I’m Dr Benjamin Levy; I’m the director of thoracic medical oncology at Mount Sinai health systems and Mount Sinai Hospital. I’ll be talking today about chemotherapeutic and targeted strategies for squamous cell lung cancer. Squamous cell tends to be a challenging disease and difficult to treat, and often times can carry a lot of symptoms with it, and patients can experience those symptoms. And certainly we need to be proactive in first diagnosing this as well as treating it.
In terms of chemotherapy strategies, I think it’s a theme of competing standards. There is not one right regimen, but there are several. Of course there’s carboplatin + paclitaxel. This is a regimen that we know, from the ECOG 1594 study, was at least as good as cisplatin-base containing regimens, and better tolerated. That study included both adenocarcinoma and squamous cell. Certainly carboplatin + paclitaxel—an oldie but a goodie—is one that could be considered for squamous cell.
And then more recently, we have the histology-directed therapy story from the Scagliati data comparing cisplatin + gemcitabine to cisplatin + pemetrexed in a very large study—over 1700 patients—and think what we found in that study is in the subset analysis for the squamous cell patients, patients did a little bit better with cisplatin + gemcitabine in terms of overall survival than they did with cisplatin + pemetrexed. And because of that, I think cisplatin or carboplatin with gemcitabine is a reasonable regimen as well for squamous cell.
Of course, more recently, we have data that adding necitumumab to cisplatin + gemcitabine, when compared to cisplatin + gemcitabine alone, provided a survival advantage and a progression-free survival advantage. And because of that, I think if you are considering platinum gemcitabine, you should consider adding necitumumab, given the survival advantage that we saw.
And then finally, carboplatin + nab-paclitaxel (Abraxane) is another chemotherapeutic regimen that is highly active in squamous cell patients. We do have a head-to-head trial between carboplatin and nab-paclitaxel vs carboplatin + paclitaxel. And in the subset analysis from the squamous cell patients, there was a very high response rate—41%—in those patients who had squamous cell who received carboplatin + Abraxane.
So what do I do? In most of my patients, I do use carboplatin + Abraxane. I will admit that I’m putting many of my patients in a clinical trial with this regimen. The regimen is well-tolerated, and certainly has been found to be efficacious in studies. The targeted therapy paradigm that we’ve witnessed in adenocarcinomas, we have not yet seen in the squamous cell population. So when we start talking about targeted therapies for squamous cell, as of today, there is not an FDA-approved targeted therapy for squamous cell, and that’s challenging. For better or for worse, squamous cell has not shared the same advances with targeted therapies that adenocarcinomas have had.
We now know, for adenocarcinomas, there are these nice pie graphs with mutually exclusive driver mutations, which we can wed to targeted therapies. We have EGFR, ALK, BRAF, HER-2, ROS, and RET, that all exist in the adenocarcinoma population. But unfortunately, for squamous cell, we haven’t seen that. And there has been ongoing work: in 2012, there was The Cancer Genome Atlas (TCGA) that did try to search for genomic underpinnings of squamous cell, and did find some relevant genetic alterations.

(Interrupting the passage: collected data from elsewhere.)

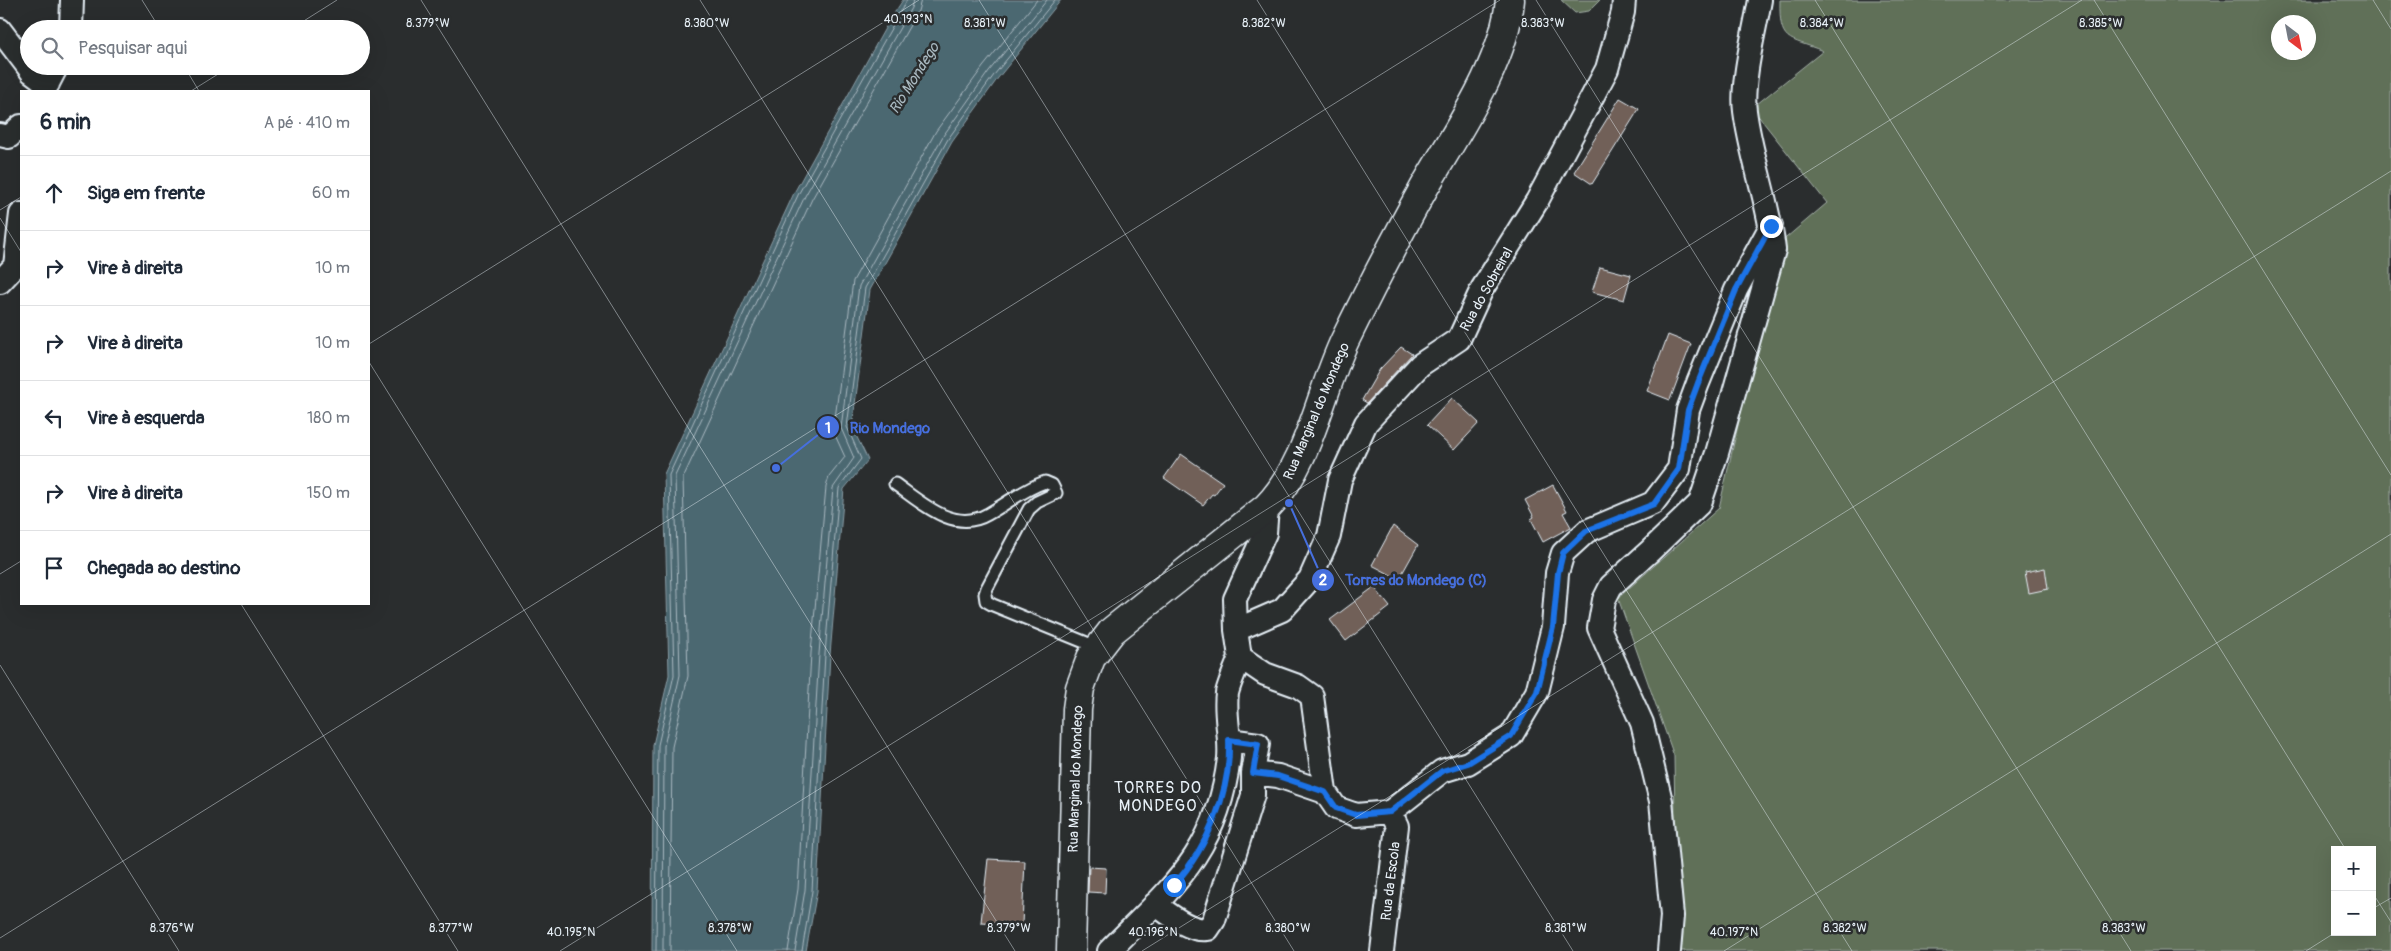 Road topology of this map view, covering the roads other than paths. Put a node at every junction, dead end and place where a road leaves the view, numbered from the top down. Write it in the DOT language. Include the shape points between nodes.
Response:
graph roads {
  1 [pos="72,0"];
  2 [pos="1510,0"];
  3 [pos="1624,0"];
  4 [pos="1760,0"];
  5 [pos="71,20"];
  6 [pos="0,30"];
  7 [pos="20,56"];
  8 [pos="20,127"];
  9 [pos="0,135"];
  10 [pos="20,223"];
  11 [pos="1771,226"];
  12 [pos="0,282"];
  13 [pos="895,484"];
  14 [pos="1267,507"];
  15 [pos="1236,630"];
  16 [pos="1099,648"];
  17 [pos="1240,657"];
  18 [pos="1229,740"];
  19 [pos="1253,773"];
  20 [pos="1325,792"];
  21 [pos="1390,812"];
  22 [pos="1155,904"];
  23 [pos="1070,951"];
  24 [pos="1109,951"];
  25 [pos="1382,951"];
  26 [pos="1669,951"];
  1 -- 5 [label="street"];
  2 -- 14 [label="main road, Rua Marginal do Mondego" via="1499,52 1400,231 1344,342 1296,466"];
  3 -- 15 [label="street, Rua do Sobreiral" via="1607,69 1537,200 1482,289 1459,339 1420,365 1366,423 1340,480 1329,536 1310,579 1282,610"];
  4 -- 11 [label="street" via="1744,109"];
  6 -- 7 [label="street"];
  8 -- 9 [label="street" via="9,137"];
  10 -- 12 [label="street" via="15,266"];
  11 -- 21 [label="street" via="1736,290 1698,383 1688,410 1679,469 1654,504 1586,531 1563,553 1553,627 1537,692 1511,736 1468,763 1442,771"];
  11 -- 26 [label="street" via="1774,250 1700,503 1610,586 1599,628 1642,723 1661,801 1672,916"];
  13 -- 16 [label="lane" via="941,516 953,520 973,520 987,515 1032,486 1046,482 1052,485 1056,493 1037,502 1020,523 987,588 986,601"];
  14 -- 15 [label="street" via="1265,533 1235,599"];
  14 -- 16 [label="main road, Rua Marginal do Mondego" via="1112,631"];
  15 -- 17 [label="street"];
  16 -- 23 [label="main road, Rua Marginal do Mondego" via="1091,658 1080,688 1077,709"];
  17 -- 18 [label="street" via="1227,693"];
  17 -- 20 [label="street" via="1265,674 1298,686 1312,696"];
  18 -- 19 [label="street" via="1258,744"];
  18 -- 22 [label="street" via="1226,774 1208,837 1191,864"];
  19 -- 20 [label="street" via="1278,776"];
  19 -- 22 [label="street" via="1254,795 1213,923 1208,928 1198,928"];
  20 -- 21 [label="street" via="1336,808 1356,815"];
  21 -- 25 [label="street, Rua da Escola" via="1397,826"];
  22 -- 24 [label="street"];
} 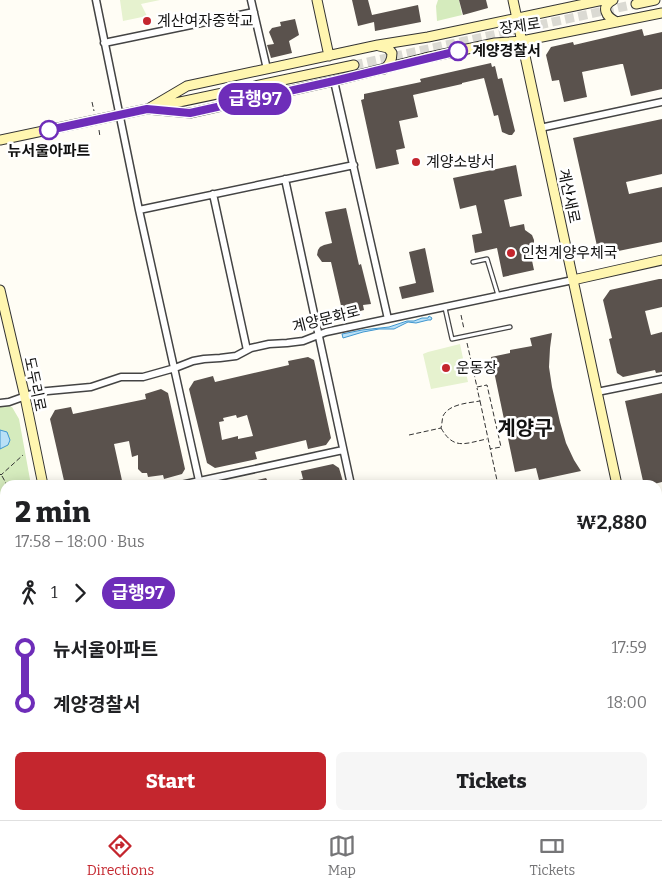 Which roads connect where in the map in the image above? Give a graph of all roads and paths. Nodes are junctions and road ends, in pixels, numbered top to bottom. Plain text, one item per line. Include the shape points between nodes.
1 (96, 0) edge
2 (251, 0) edge
3 (317, 0) edge
4 (513, 0) edge
5 (603, 0) edge
6 (613, 0) edge
7 (656, 0) edge
8 (636, 4) dead end
9 (254, 12) junction
10 (662, 13) edge
11 (517, 18) junction
12 (617, 22) junction
13 (522, 41) junction
14 (104, 43) junction
15 (378, 45) junction
16 (329, 56) junction
17 (354, 65) tunnel mouth
18 (267, 69) junction
19 (384, 69) junction
20 (334, 81) junction
21 (662, 102) edge
22 (147, 109) junction
23 (118, 115) junction
24 (540, 128) junction
25 (0, 140) edge
26 (354, 165) junction
27 (285, 179) junction
28 (213, 194) junction
29 (139, 210) junction
30 (662, 260) edge
31 (473, 262) dead end
32 (573, 280) junction
33 (0, 290) edge
34 (498, 296) junction
35 (444, 307) junction
36 (461, 315) dead end
37 (388, 319) junction
38 (510, 327) dead end
39 (319, 335) junction
40 (465, 336) junction
41 (247, 350) junction
42 (175, 368) junction
43 (662, 379) edge
44 (477, 387) junction
45 (597, 392) junction
46 (25, 397) junction
47 (480, 401) junction
48 (0, 403) edge
49 (441, 428) junction
50 (408, 435) dead end
51 (488, 438) junction
52 (490, 449) junction
53 (344, 450) junction
54 (23, 456) dead end
55 (1, 474) edge
56 (42, 480) edge
57 (199, 480) edge
58 (213, 480) edge
59 (350, 480) edge
60 (497, 480) edge
61 (616, 480) edge

1 - 14 street
2 - 9 street
3 - 16 main road
4 - 11 main road, 계산새로
5 - 11 main road, 장제로
6 - 12 main road via 608,3 607,14
7 - 8 main road
9 - 14 street
9 - 18 street
10 - 12 main road, 장제로
11 - 13 main road, 계산새로
11 - 15 main road, 장제로
12 - 13 main road, 장제로
13 - 19 main road, 장제로 via 495,43
13 - 24 main road, 계산새로
14 - 23 street
15 - 16 main road, 장제로
15 - 19 main road via 392,53 392,60
16 - 18 main road, 장제로
17 - 22 main road, 장제로
18 - 22 main road, 장제로 via 187,86
19 - 20 main road, 장제로
20 - 22 main road, 장제로 via 190,113
20 - 26 street
21 - 24 street
22 - 23 main road, 장제로
23 - 25 main road, 장제로
23 - 29 street
24 - 32 main road, 계산새로
26 - 27 street
26 - 37 street
27 - 28 street
27 - 39 street
28 - 29 street
28 - 41 street
29 - 42 street
30 - 32 main road, 계양문화로
31 - 34 lane via 487,260
32 - 34 street, 계양문화로
32 - 45 main road, 계산새로
33 - 46 main road, 도두리로
34 - 35 street, 계양문화로
35 - 37 street, 계양문화로
35 - 40 lane via 452,339
36 - 40 path
37 - 39 street, 계양문화로
38 - 40 lane
39 - 41 street, 계양문화로 via 303,341
39 - 53 street
40 - 44 path
41 - 42 street, 계양문화로 via 236,356 193,361
42 - 46 street, 계양문화로 via 143,377 121,378 91,387 37,392
42 - 57 street
43 - 45 street
44 - 47 path
44 - 52 path via 487,385 500,447
45 - 61 main road, 계산새로
46 - 48 street, 계양문화로
46 - 56 main road, 도두리로
47 - 49 path via 450,408 442,418
47 - 51 path
49 - 50 path
49 - 51 path via 446,437 458,444
51 - 52 path
52 - 60 path
53 - 58 street
53 - 59 street
54 - 55 path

I think the ones that continually come to the surface are FGFR1 and PI 3-kinase; these are certainly potentially targetable. I can tell you that there are multiple studies ongoing right now looking at some targeted therapies for these mutations, and in the response rates haven’t been what we’ve seen in the in the EGFR and ALK patients that get TKI therapy. I would just make a pitch: given that we really don’t have targeted therapies approved for squamous cell, there is a study, the Lung-MAP—the SWOG study—that is specifically addressing this, looking at targeted therapies for patients who have advanced squamous cell lung carcinoma who have progressed on a platinum doublet. And then, if they have a particular target, they can be eligible for a targeted therapy and that is looking at an FGFR1 inhibitor as well as a PI-3 kinase-directed therapy. And I would say that any patient who progresses on platinum chemotherapy—if that trial is open—should go on that study.
So, a lot of unanswered questions, certainly: chemotherapy strategies are here to stay upfront for now, for advance squamous cell carcinoma of the lung. And hopefully, in the next 5 to 10 years, we’ll begin to see approval of targeted therapies for this very challenging disease.